WHAT TO DO: The required result is each line of the entries below containing the string "above".

[RECORDS SHOWN Boundary: Start]

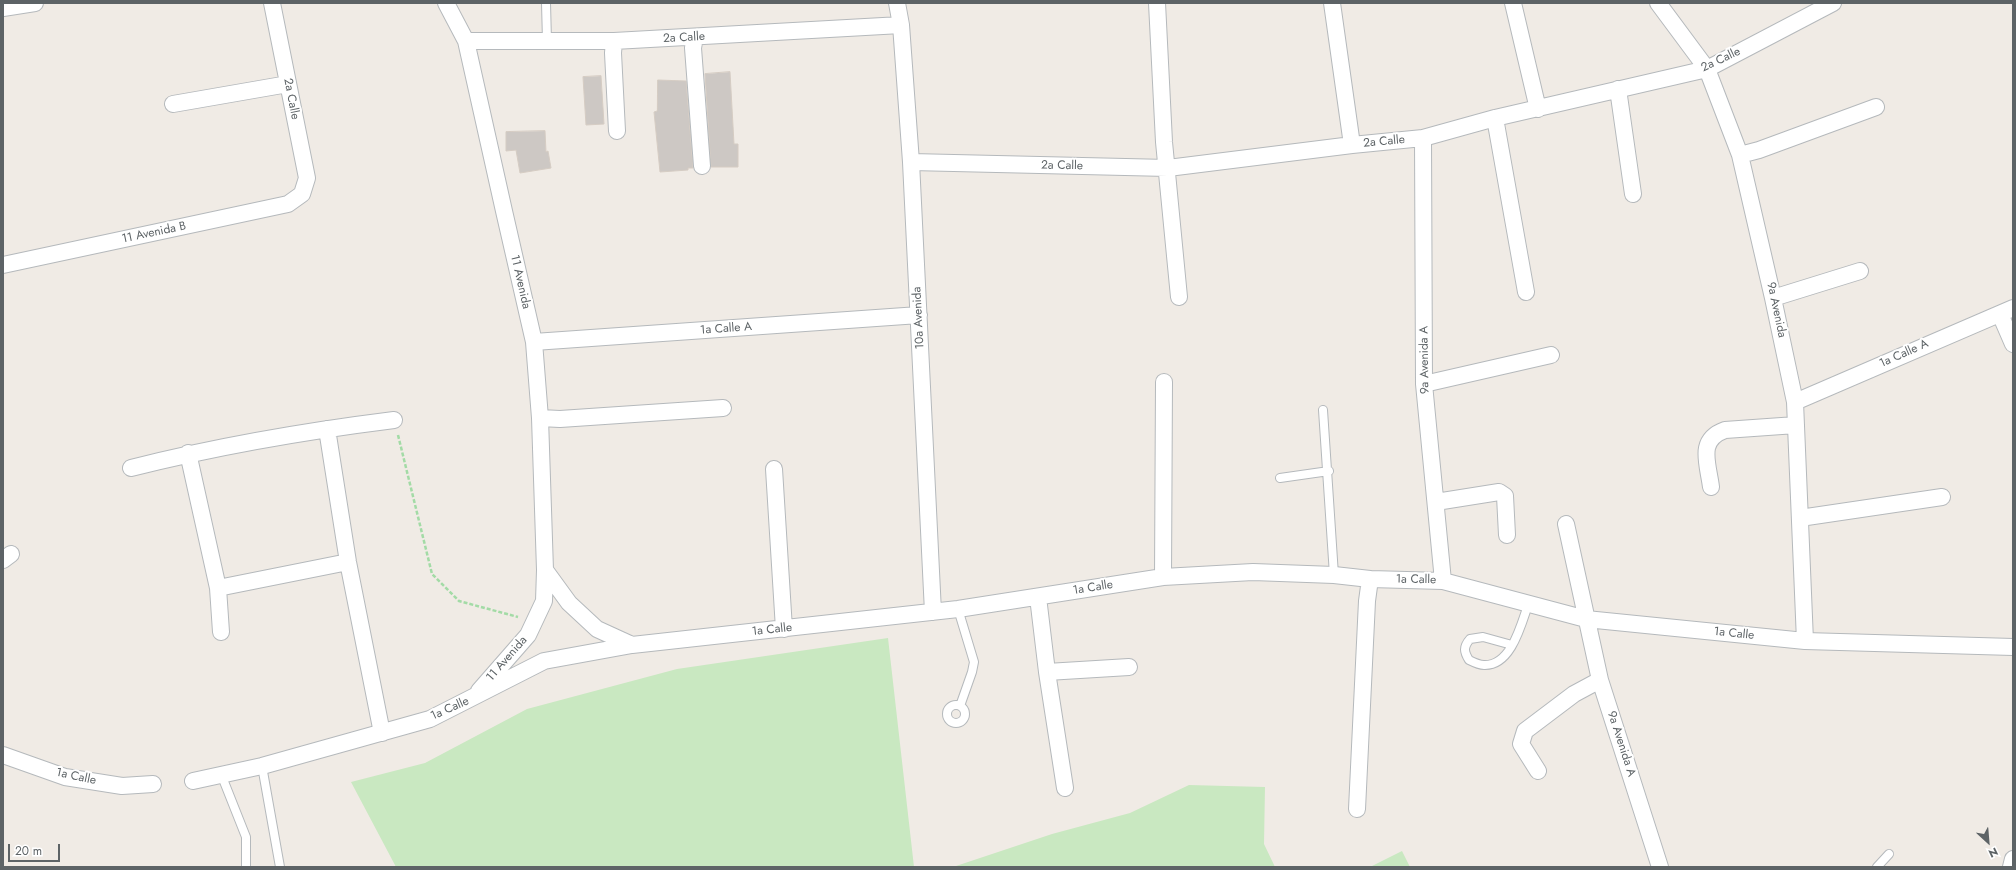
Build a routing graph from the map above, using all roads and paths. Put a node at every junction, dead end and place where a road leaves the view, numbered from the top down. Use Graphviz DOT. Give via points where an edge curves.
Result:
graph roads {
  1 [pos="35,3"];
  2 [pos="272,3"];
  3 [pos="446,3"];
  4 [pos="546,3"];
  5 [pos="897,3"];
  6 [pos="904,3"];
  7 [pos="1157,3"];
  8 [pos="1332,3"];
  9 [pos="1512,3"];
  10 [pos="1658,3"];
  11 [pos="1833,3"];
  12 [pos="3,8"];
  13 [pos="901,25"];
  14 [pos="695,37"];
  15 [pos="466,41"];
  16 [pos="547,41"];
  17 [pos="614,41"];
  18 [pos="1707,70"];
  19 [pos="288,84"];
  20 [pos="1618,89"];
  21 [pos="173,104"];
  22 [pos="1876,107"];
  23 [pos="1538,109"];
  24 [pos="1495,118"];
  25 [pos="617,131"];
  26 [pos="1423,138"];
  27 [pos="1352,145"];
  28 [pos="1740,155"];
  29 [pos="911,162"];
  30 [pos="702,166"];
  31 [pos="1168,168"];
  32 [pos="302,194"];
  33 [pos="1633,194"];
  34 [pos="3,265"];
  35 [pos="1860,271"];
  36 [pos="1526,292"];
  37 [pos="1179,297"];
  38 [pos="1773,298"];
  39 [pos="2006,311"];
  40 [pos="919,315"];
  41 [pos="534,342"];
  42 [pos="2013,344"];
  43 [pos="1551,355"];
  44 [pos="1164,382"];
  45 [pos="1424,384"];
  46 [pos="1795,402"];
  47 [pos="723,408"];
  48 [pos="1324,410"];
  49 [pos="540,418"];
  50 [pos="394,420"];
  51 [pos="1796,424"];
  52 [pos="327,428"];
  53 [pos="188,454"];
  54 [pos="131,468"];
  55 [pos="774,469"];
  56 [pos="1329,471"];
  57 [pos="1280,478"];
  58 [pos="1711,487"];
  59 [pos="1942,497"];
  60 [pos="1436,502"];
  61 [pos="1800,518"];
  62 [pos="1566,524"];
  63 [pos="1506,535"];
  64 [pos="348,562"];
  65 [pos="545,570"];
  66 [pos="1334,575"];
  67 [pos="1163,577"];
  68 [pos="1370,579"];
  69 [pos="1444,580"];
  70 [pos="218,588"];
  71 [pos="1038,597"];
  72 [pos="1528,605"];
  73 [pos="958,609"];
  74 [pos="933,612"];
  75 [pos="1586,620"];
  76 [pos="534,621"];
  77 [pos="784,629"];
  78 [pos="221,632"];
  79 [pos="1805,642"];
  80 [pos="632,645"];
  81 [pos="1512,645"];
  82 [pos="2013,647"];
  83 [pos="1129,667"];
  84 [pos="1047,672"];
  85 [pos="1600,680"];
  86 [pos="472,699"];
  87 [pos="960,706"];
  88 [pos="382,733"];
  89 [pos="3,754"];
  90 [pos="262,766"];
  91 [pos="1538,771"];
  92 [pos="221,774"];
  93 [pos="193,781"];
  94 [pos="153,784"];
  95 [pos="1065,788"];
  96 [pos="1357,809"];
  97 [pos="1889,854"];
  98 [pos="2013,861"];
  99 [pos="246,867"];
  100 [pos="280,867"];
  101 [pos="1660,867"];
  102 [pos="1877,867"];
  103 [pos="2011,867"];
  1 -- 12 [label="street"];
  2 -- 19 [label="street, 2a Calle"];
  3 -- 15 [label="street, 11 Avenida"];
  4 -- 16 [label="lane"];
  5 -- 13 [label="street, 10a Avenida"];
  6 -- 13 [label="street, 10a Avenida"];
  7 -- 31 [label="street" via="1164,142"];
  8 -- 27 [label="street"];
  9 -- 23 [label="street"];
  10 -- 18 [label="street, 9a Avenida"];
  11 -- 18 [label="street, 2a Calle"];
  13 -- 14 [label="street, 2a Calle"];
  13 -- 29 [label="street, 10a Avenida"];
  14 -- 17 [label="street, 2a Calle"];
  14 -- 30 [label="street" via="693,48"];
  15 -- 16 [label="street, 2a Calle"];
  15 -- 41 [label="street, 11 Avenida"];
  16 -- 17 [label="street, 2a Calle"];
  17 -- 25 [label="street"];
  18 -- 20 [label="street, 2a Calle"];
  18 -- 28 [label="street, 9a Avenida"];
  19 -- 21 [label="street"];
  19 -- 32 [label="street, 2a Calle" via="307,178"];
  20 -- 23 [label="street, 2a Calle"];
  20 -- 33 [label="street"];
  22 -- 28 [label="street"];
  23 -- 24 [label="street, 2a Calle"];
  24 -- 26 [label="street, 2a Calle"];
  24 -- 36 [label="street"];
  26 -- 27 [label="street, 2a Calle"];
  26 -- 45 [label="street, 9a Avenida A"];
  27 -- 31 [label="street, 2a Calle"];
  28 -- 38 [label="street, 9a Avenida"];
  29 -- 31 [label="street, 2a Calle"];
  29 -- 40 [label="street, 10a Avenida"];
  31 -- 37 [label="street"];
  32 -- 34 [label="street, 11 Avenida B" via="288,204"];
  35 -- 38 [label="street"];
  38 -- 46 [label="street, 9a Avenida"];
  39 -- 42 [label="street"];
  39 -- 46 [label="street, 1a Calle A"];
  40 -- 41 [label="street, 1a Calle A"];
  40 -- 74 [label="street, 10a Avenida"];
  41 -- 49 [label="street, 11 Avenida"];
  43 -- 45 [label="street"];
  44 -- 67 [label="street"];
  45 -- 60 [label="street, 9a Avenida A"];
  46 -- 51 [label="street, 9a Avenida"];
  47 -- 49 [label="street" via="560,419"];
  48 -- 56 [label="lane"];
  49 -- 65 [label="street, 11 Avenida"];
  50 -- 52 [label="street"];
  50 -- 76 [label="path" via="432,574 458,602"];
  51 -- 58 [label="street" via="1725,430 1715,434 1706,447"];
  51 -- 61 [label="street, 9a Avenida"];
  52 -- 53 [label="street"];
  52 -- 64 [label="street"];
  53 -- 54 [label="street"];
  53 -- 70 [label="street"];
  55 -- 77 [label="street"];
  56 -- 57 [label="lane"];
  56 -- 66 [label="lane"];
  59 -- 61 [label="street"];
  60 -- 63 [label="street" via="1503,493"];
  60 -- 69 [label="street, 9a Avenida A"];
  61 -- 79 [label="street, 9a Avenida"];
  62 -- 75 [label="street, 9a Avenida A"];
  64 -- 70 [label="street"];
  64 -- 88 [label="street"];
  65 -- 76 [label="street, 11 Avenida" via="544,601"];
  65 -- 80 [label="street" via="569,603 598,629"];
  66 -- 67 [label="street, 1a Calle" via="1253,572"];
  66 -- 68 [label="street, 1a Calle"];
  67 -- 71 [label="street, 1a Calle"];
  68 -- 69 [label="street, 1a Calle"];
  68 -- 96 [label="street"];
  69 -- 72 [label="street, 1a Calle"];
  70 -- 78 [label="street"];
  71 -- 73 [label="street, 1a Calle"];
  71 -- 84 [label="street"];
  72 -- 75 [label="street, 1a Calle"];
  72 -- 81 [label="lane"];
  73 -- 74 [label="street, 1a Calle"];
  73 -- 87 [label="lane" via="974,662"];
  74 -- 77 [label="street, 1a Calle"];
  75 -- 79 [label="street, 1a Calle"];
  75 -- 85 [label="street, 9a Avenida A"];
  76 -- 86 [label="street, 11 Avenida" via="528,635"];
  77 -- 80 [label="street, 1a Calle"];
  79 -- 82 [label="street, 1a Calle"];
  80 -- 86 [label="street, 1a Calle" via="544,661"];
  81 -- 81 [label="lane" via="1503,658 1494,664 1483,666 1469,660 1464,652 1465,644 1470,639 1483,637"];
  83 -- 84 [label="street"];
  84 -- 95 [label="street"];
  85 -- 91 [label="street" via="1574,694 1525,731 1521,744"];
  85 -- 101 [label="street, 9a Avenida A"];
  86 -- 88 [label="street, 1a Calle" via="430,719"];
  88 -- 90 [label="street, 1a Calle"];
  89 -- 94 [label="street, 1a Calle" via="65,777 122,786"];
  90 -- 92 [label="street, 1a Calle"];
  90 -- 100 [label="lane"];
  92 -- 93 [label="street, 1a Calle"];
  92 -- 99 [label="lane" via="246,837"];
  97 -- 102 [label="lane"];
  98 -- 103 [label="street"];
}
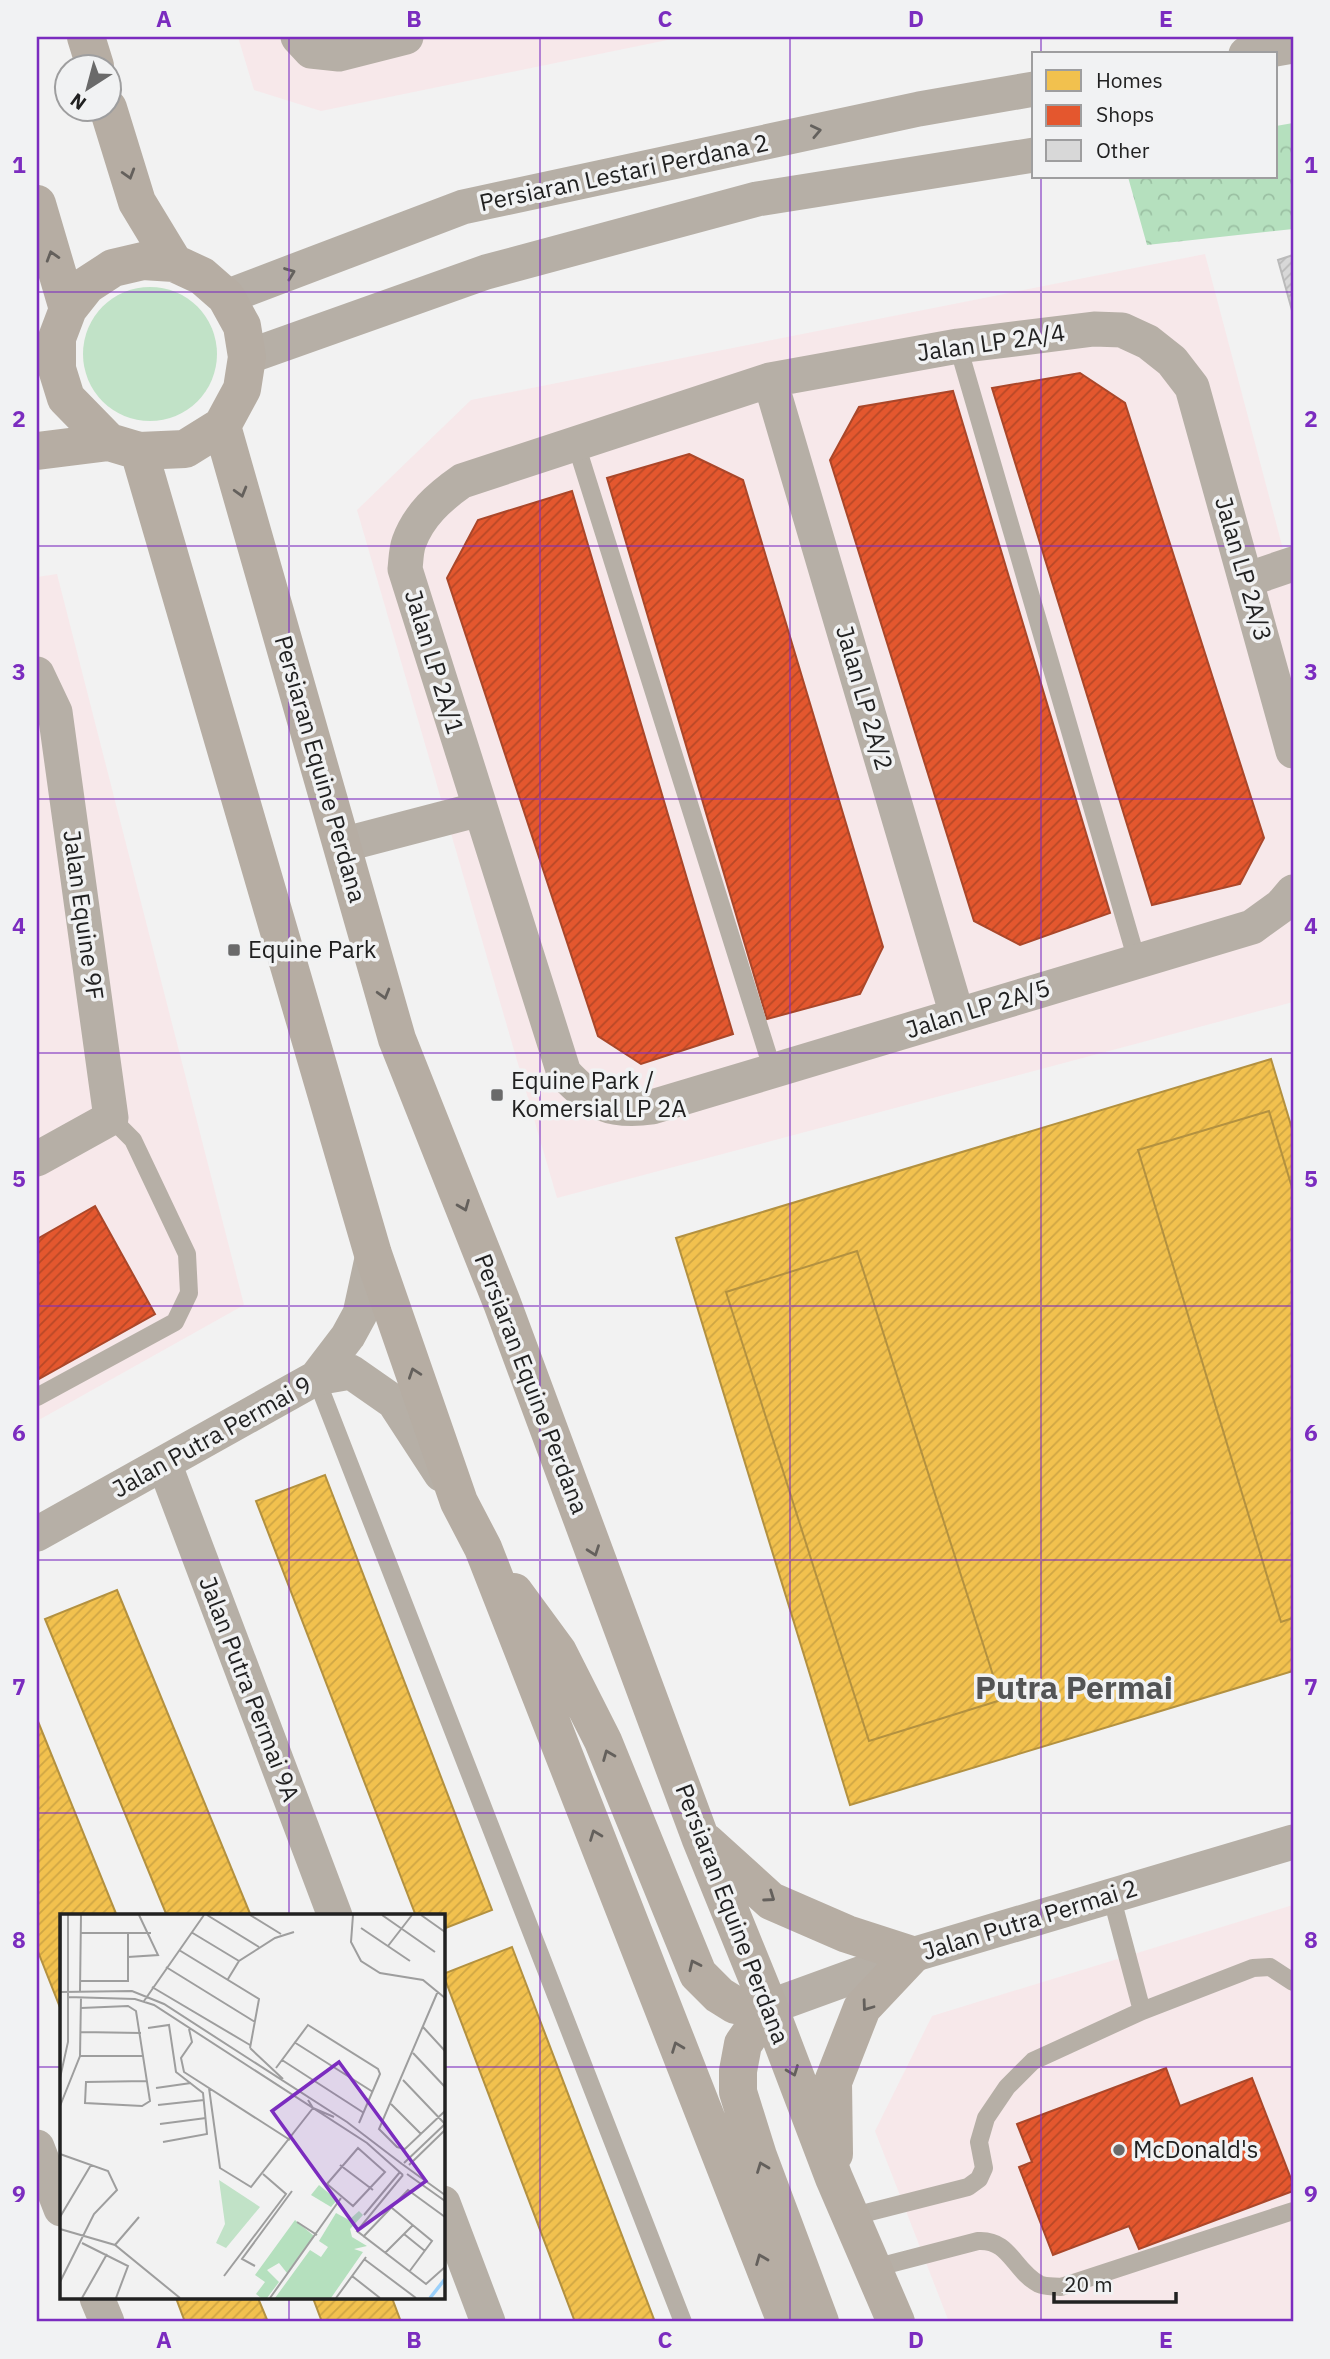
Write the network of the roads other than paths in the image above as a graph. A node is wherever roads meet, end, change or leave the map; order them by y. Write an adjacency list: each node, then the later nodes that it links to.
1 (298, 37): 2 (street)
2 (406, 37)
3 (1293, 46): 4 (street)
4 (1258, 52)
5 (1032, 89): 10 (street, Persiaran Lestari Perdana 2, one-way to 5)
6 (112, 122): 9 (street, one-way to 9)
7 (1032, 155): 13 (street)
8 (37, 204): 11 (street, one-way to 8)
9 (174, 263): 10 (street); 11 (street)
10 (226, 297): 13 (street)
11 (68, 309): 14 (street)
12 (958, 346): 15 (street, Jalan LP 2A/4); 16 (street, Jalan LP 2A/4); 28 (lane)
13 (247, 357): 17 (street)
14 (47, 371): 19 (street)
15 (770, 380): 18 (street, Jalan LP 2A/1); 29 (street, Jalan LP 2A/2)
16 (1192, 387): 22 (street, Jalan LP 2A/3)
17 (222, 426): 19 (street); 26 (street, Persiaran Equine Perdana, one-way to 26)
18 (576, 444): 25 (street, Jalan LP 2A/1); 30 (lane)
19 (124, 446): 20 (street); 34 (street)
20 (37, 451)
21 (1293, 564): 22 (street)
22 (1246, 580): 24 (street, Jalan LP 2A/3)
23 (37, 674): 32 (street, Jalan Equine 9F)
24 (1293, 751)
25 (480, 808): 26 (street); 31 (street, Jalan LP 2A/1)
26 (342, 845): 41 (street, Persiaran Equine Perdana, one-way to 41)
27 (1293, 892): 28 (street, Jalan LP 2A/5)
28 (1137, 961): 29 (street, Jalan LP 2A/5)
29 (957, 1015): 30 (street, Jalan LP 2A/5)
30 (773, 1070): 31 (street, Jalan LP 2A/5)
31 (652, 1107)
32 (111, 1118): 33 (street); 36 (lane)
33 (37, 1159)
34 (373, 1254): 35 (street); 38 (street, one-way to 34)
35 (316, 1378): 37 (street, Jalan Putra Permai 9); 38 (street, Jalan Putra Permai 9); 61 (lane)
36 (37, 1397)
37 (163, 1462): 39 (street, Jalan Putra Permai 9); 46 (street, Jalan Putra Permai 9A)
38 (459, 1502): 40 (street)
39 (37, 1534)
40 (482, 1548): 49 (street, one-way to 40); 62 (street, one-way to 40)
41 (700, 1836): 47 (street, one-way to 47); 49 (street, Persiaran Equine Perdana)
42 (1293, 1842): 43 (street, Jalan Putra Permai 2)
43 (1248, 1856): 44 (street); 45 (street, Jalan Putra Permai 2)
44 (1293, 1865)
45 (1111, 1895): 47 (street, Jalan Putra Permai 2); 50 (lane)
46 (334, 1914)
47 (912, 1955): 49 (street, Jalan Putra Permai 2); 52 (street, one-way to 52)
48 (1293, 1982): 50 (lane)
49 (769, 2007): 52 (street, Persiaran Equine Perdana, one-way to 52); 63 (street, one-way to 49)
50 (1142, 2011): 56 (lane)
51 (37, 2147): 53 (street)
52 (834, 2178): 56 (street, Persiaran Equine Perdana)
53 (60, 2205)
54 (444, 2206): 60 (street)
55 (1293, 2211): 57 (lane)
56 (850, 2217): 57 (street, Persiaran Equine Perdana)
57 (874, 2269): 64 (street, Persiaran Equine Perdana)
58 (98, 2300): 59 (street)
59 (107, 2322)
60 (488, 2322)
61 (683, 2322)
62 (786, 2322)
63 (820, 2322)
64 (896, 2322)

[RECORDS SHOWN Boundary: End]

THE COMPLETED TASK:
Build a routing graph from the map above, using all roads and paths. Put a node at every junction, dead end and place where a road leaves the view, numbered from the top down. Use Graphviz DOT. Give via points where an edge curves.
Write the network of the roads other than paths in the image above as a graph. A node is wherever roads meet, end, change or leave the map; order them by y. Write an adjacency list: each node, then the later nodes that it links to.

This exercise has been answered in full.